■ Task input
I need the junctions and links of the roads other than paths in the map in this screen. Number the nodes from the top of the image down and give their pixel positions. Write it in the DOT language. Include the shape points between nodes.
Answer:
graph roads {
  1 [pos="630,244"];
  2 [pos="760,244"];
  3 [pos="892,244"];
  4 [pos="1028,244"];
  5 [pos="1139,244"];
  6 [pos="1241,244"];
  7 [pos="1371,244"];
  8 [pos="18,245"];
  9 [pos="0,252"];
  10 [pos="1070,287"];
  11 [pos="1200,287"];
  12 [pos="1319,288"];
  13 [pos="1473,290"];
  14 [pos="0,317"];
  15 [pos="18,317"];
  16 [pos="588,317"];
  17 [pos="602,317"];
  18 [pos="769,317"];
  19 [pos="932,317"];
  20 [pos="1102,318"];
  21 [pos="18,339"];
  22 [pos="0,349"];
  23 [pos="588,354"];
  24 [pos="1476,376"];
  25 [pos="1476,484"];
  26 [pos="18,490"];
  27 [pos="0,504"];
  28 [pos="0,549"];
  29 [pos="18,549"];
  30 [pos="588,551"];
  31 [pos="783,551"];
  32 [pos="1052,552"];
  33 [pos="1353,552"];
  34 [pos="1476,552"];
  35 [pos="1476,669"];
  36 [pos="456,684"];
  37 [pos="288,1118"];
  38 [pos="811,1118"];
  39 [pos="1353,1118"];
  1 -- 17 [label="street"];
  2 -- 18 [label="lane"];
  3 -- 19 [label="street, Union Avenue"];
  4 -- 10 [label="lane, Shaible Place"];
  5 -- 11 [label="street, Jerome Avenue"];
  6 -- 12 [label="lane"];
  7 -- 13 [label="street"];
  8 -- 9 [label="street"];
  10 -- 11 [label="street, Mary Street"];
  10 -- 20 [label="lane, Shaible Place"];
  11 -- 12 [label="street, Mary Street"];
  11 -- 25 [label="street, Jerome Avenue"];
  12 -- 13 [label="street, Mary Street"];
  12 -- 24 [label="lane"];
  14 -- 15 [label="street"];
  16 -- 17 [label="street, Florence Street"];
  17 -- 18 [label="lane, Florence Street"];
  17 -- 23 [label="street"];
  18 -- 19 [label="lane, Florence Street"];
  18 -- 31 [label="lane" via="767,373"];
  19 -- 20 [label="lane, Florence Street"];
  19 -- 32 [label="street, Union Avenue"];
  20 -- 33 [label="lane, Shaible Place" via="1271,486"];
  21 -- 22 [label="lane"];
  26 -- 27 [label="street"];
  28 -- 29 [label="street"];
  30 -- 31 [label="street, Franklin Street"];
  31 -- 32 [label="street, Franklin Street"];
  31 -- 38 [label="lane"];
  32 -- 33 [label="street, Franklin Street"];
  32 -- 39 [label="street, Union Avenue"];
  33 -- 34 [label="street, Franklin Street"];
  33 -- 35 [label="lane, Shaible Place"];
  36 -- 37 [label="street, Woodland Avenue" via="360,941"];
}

■ Instructions to follow
Go through the listing above and return every line where the word "Franklin" occurs.

■ Answer for the task
  30 -- 31 [label="street, Franklin Street"];
  31 -- 32 [label="street, Franklin Street"];
  32 -- 33 [label="street, Franklin Street"];
  33 -- 34 [label="street, Franklin Street"];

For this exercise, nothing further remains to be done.